‘Stephen Lawrence’ is name that has always held importance to me. Even in my childhood I recollect hearing his name, and despite not knowing who he was, knowing it held a great significance.
This year, the 22nd of April marks 28 years since 18-year-old Stephen Lawrence was murdered in a racially motivated attack. His crime was waiting for a bus in Eltham with his friend, and instead of returning home to his family, he and his friend, Duwayne Brooks were chased by a racist mob who caught up with Stephen fatally stabbing him.
His story and his name will have been heard by many young black kids from London. And for me it wasn’t until 2012 that I realised why they always carried that extreme significance.
In that year, I remember the news reporting that two men were to stand trial for Stephen’s murder. I – of course – was baffled by this. Murdered in 1993 and the trial’s happening 19-years later?
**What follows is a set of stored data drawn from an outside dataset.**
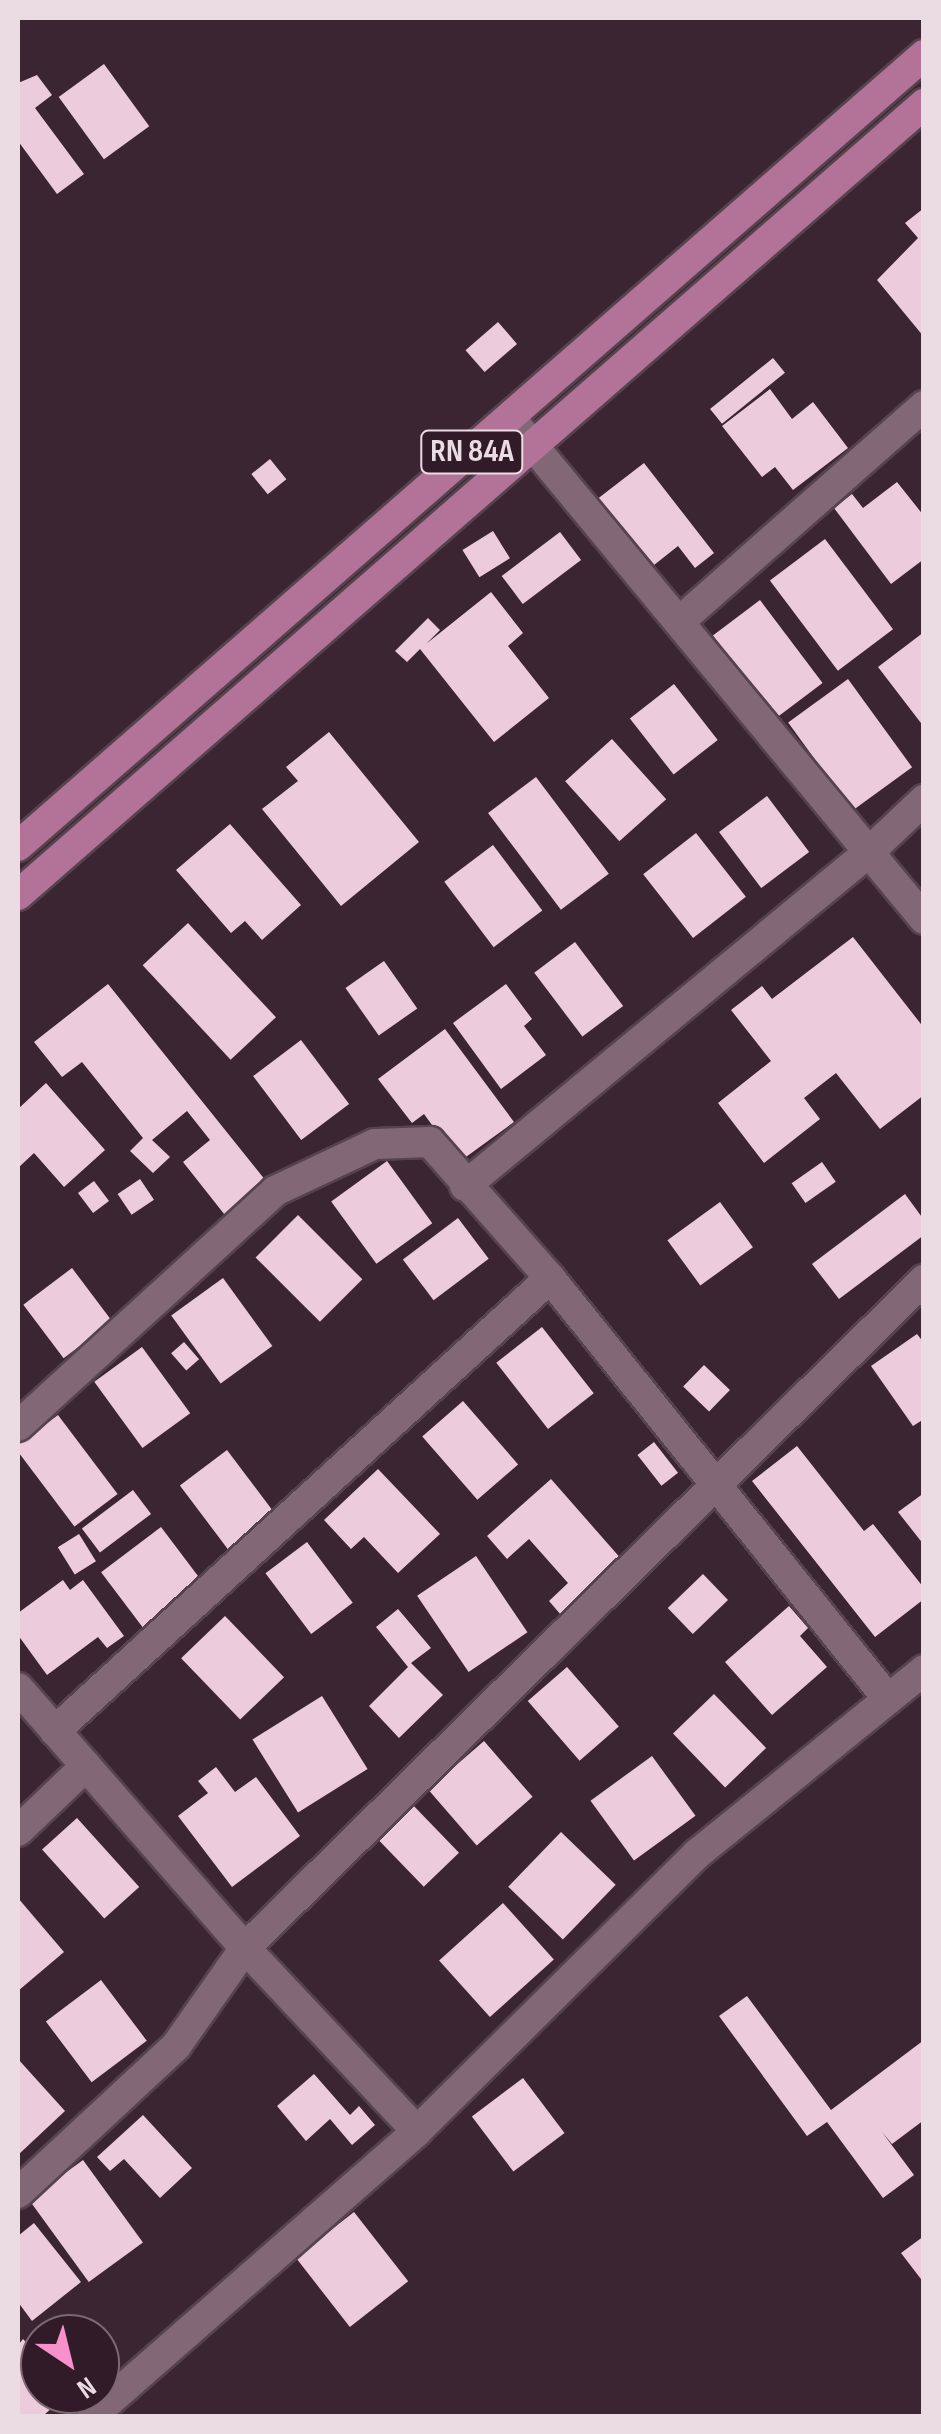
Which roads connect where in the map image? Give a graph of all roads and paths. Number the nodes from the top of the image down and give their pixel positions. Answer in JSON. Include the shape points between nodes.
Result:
{"nodes":[{"id":1,"x":924,"y":55,"type":"edge"},
{"id":2,"x":924,"y":104,"type":"edge"},
{"id":3,"x":924,"y":406,"type":"edge"},
{"id":4,"x":510,"y":418,"type":"junction"},
{"id":5,"x":533,"y":444,"type":"junction"},
{"id":6,"x":680,"y":622,"type":"junction"},
{"id":7,"x":924,"y":800,"type":"edge"},
{"id":8,"x":18,"y":846,"type":"edge"},
{"id":9,"x":869,"y":852,"type":"junction"},
{"id":10,"x":18,"y":895,"type":"edge"},
{"id":11,"x":924,"y":919,"type":"edge"},
{"id":12,"x":464,"y":1186,"type":"junction"},
{"id":13,"x":550,"y":1278,"type":"junction"},
{"id":14,"x":924,"y":1280,"type":"edge"},
{"id":15,"x":18,"y":1426,"type":"edge"},
{"id":16,"x":712,"y":1488,"type":"junction"},
{"id":17,"x":924,"y":1670,"type":"edge"},
{"id":18,"x":18,"y":1688,"type":"edge"},
{"id":19,"x":888,"y":1699,"type":"junction"},
{"id":20,"x":56,"y":1731,"type":"junction"},
{"id":21,"x":86,"y":1766,"type":"junction"},
{"id":22,"x":18,"y":1830,"type":"edge"},
{"id":23,"x":245,"y":1948,"type":"junction"},
{"id":24,"x":418,"y":2131,"type":"junction"},
{"id":25,"x":18,"y":2193,"type":"edge"},
{"id":26,"x":92,"y":2416,"type":"edge"}],
"edges":[{"from":1,"to":4,"type":"main road","number":"RN 84A"},
{"from":2,"to":5,"type":"main road","number":"RN 84A"},
{"from":3,"to":6,"type":"street"},
{"from":4,"to":5,"type":"street"},
{"from":4,"to":8,"type":"main road","number":"RN 84A"},
{"from":5,"to":6,"type":"street"},
{"from":5,"to":10,"type":"main road","number":"RN 84A"},
{"from":6,"to":9,"type":"street"},
{"from":7,"to":9,"type":"street"},
{"from":9,"to":11,"type":"street"},
{"from":9,"to":12,"type":"street"},
{"from":12,"to":13,"type":"street"},
{"from":12,"to":15,"type":"street","via":[[430,1142],[375,1144],[274,1191]]},
{"from":13,"to":16,"type":"street"},
{"from":13,"to":20,"type":"street"},
{"from":14,"to":16,"type":"street"},
{"from":16,"to":19,"type":"street"},
{"from":16,"to":23,"type":"street"},
{"from":17,"to":19,"type":"street"},
{"from":18,"to":20,"type":"street"},
{"from":19,"to":24,"type":"street","via":[[698,1854]]},
{"from":20,"to":21,"type":"street"},
{"from":21,"to":22,"type":"street"},
{"from":21,"to":23,"type":"street"},
{"from":23,"to":24,"type":"street"},
{"from":23,"to":25,"type":"street","via":[[176,2046]]},
{"from":24,"to":26,"type":"street"}]}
Being young, and maybe naïve, I asked my mum why this was the case and why it was such a big thing. She explained to me, that this case wasn’t something that was just a ‘big thing’. It was something that would become history. She explained to me that back in 1993 when this horrific murder happened, it exposed a hard truth that Britain as a country has never really wanted to address. The institutional racism that resides in lots of organisations in this country, most importantly within the police.
The subsequent cover up and ‘Not Guilty’ verdict to men that had taken an innocent life was a massive blow to Black Britons and confirmed their worst fears about the where they stood in the country.
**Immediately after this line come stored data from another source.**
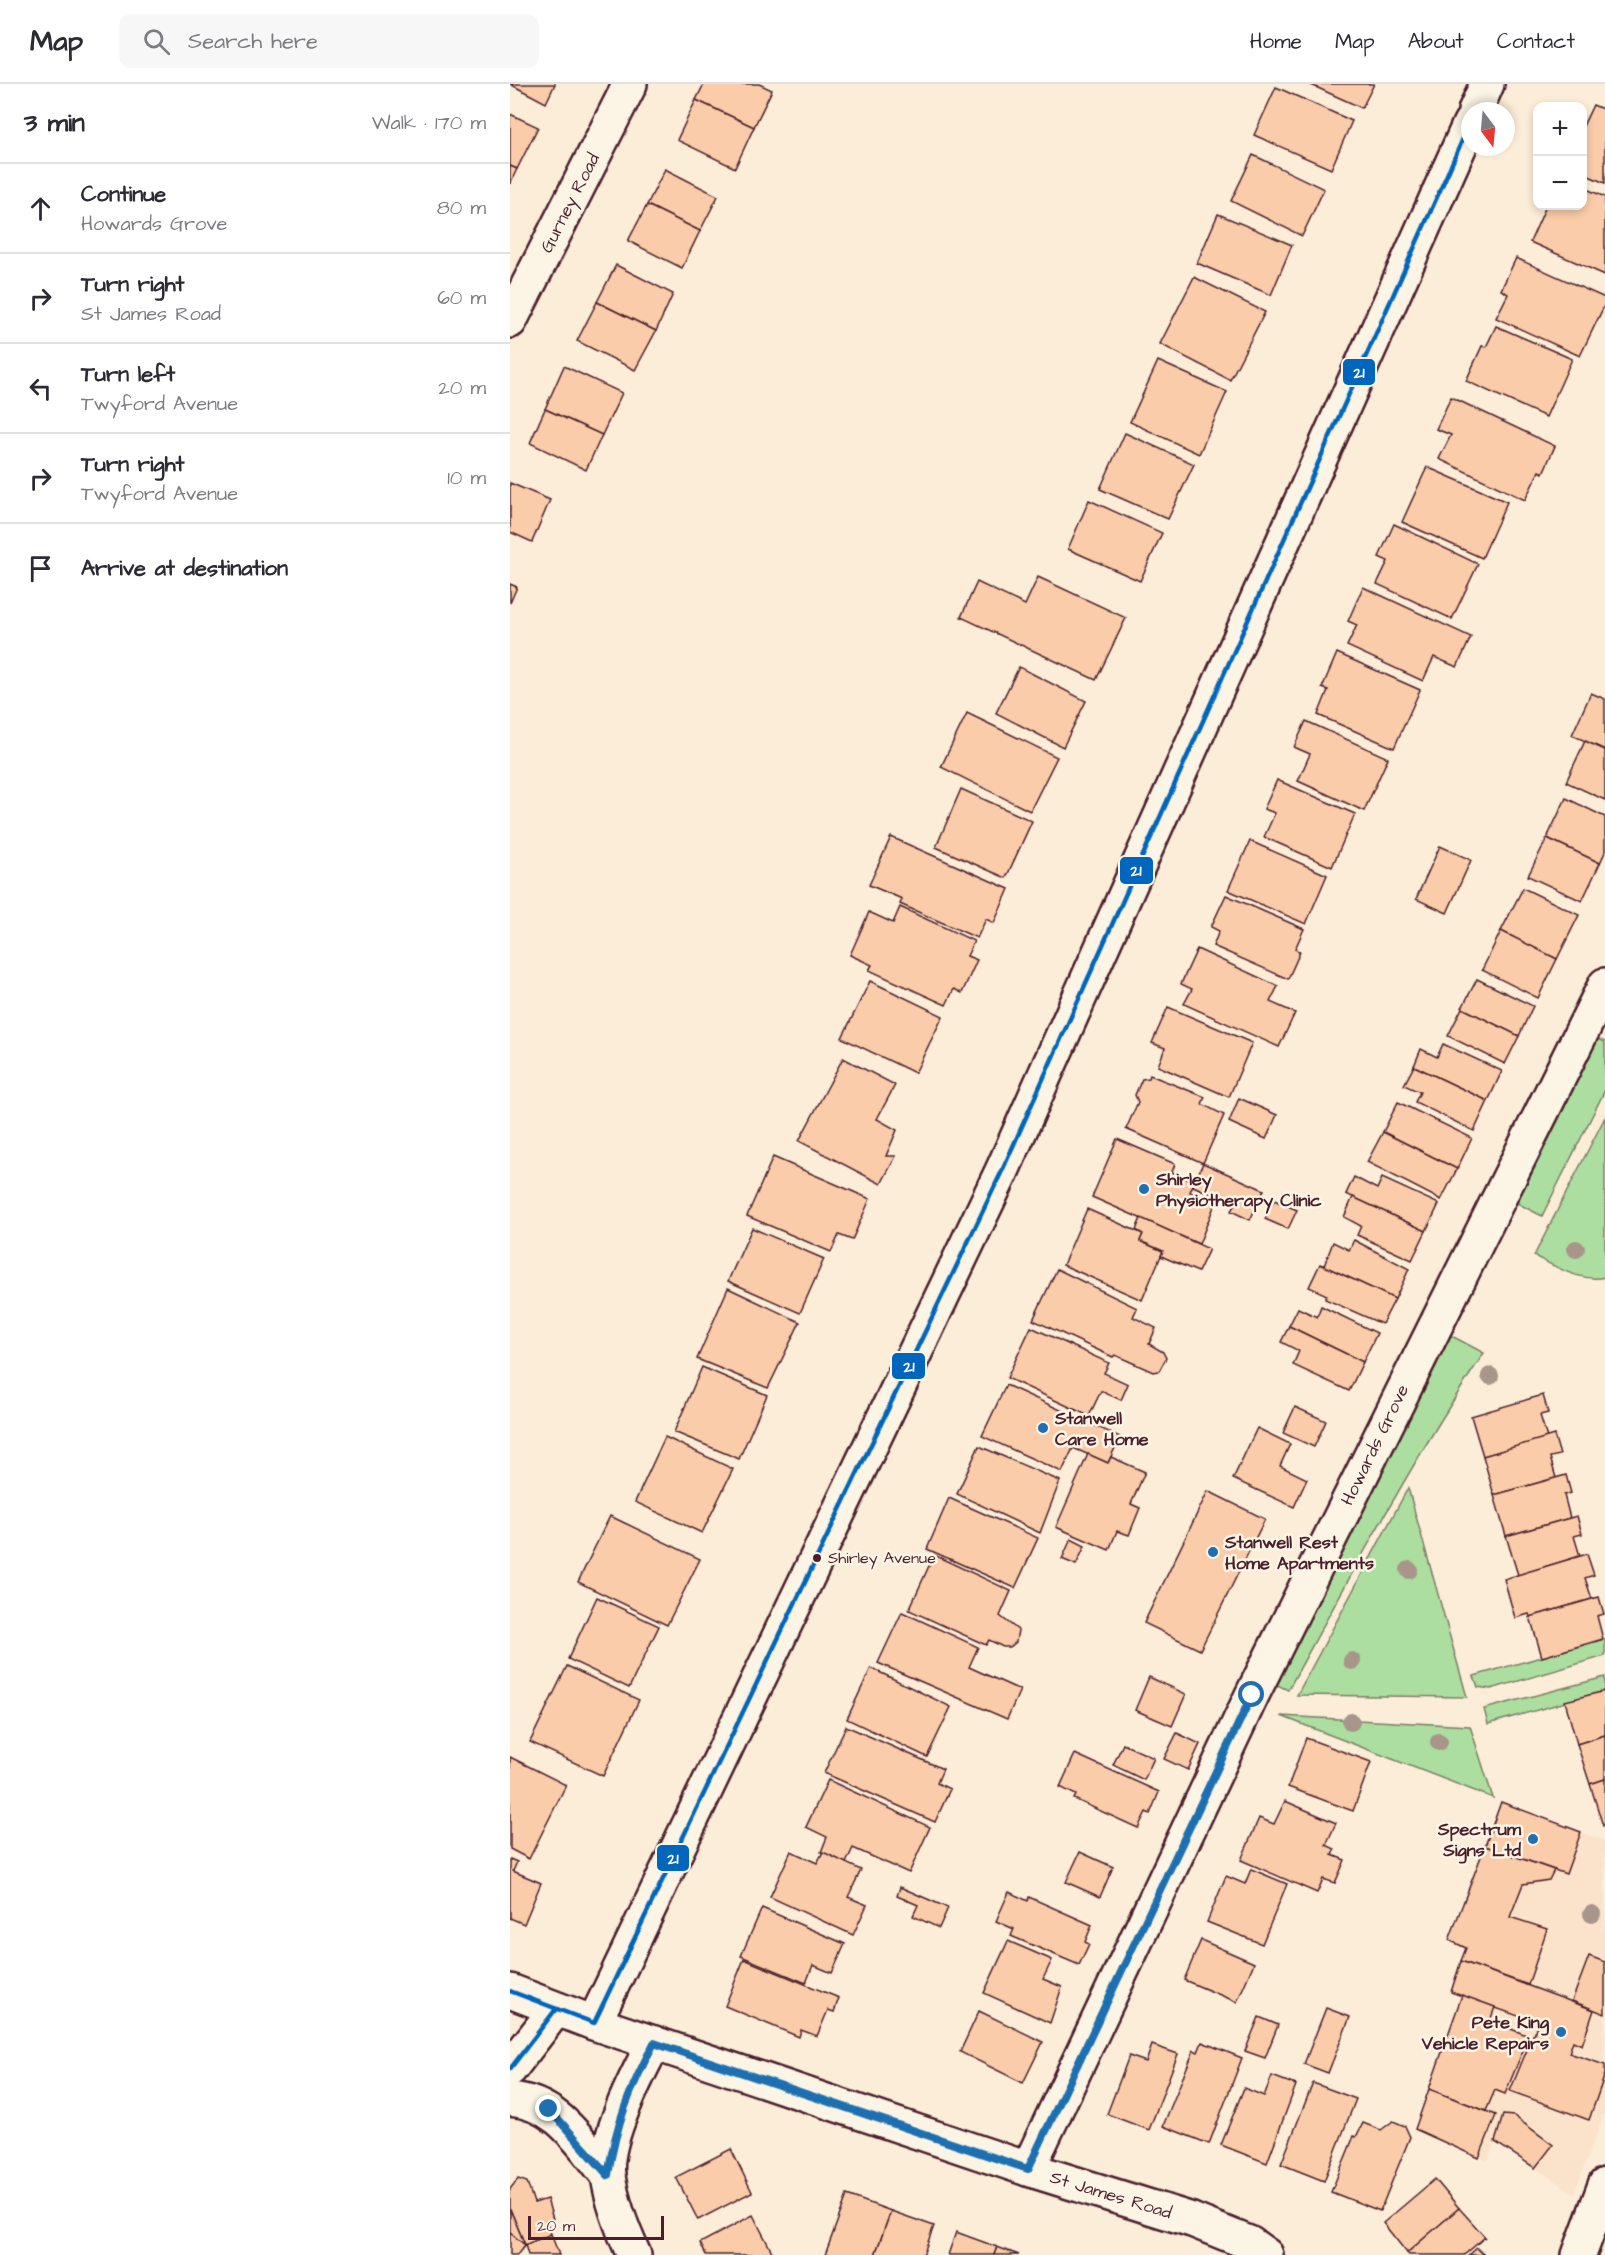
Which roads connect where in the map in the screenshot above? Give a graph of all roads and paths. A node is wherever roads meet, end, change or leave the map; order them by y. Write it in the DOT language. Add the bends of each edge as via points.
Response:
graph roads {
  1 [pos="630,84"];
  2 [pos="1487,84"];
  3 [pos="1479,102"];
  4 [pos="1461,143"];
  5 [pos="510,321"];
  6 [pos="1605,985"];
  7 [pos="510,1991"];
  8 [pos="556,2009"];
  9 [pos="594,2023"];
  10 [pos="654,2043"];
  11 [pos="510,2069"];
  12 [pos="510,2099"];
  13 [pos="1028,2169"];
  14 [pos="608,2175"];
  15 [pos="1605,2186"];
  16 [pos="634,2255"];
  17 [pos="1266,2255"];
  18 [pos="1579,2255"];
  1 -- 5 [label="street, Gurney Road"];
  2 -- 3 [label="street"];
  4 -- 9 [label="street" via="1002,1171"];
  6 -- 13 [label="street, Howards Grove" via="1252,1695"];
  7 -- 8 [label="street, St James Road"];
  8 -- 9 [label="street, St James Road"];
  8 -- 11 [label="street"];
  9 -- 10 [label="street, St James Road"];
  10 -- 13 [label="street, St James Road"];
  10 -- 14 [label="street" via="618,2123"];
  12 -- 14 [label="street" via="530,2100 549,2109"];
  13 -- 17 [label="street, St James Road" via="1192,2220 1250,2243"];
  14 -- 16 [label="street" via="622,2229"];
  15 -- 18 [label="street"];
}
After hearing stories my great-grandmother had told me upon coming to the UK during the Windrush era, it saddened me that blatant racism still resided in the country I call home. That racism had survived beyond the days of my grandmother’s time of ‘No Blacks, No Irish and No Dogs.’
Still reeling from the previous year which included the fatal shooting of Mark Duggan and the protests/riots that followed. I became increasingly aware of the wider experiences of the Black community. It was affecting me. Significantly.
Following the trial and watching documentaries, educated me even further. I began to learn the names of those such as Cynthia Jarrett, Joy Gardner, Jimmy Mubenga and that of the New Cross Gate Fire victims.
It was a lot to process, and Stephen’s death deeply troubled me. I had the same gut-wrenching feeling that I had when I was 8 years old and read a book about the lynching of Emmitt Till. Until then, I had always thought such crimes only happened in America, but Stephen is a permanent reminder that the UK isn’t the exception.
With only two men being convicted for his murder – and tried as young adolescents, his case is the only one to date to overrule the ‘Double Jeopardy’ law. A law that typically prohibits a person being convicted or tried for the same crime twice.
Despite not all of the involved being behind bars, it’s important to remember Stephen and his legacy to all of us. Though his life was cut short, his death was an important spark needed to challenge the dynamics of racism within this country. It’s a shame this narrative did not end with him, since by now, we remember many other Black people in the same way.
For centuries, across the world, Black people have been disregarded and dehumanised due to racist ideologies.
The murder of George Floyd was a reminder of the ongoing inequality and discrimination we face. It’s important we never forget those that we have lost on our journey, and the official Stephen Lawrence Day on the 22nd of April is a day we should never forget.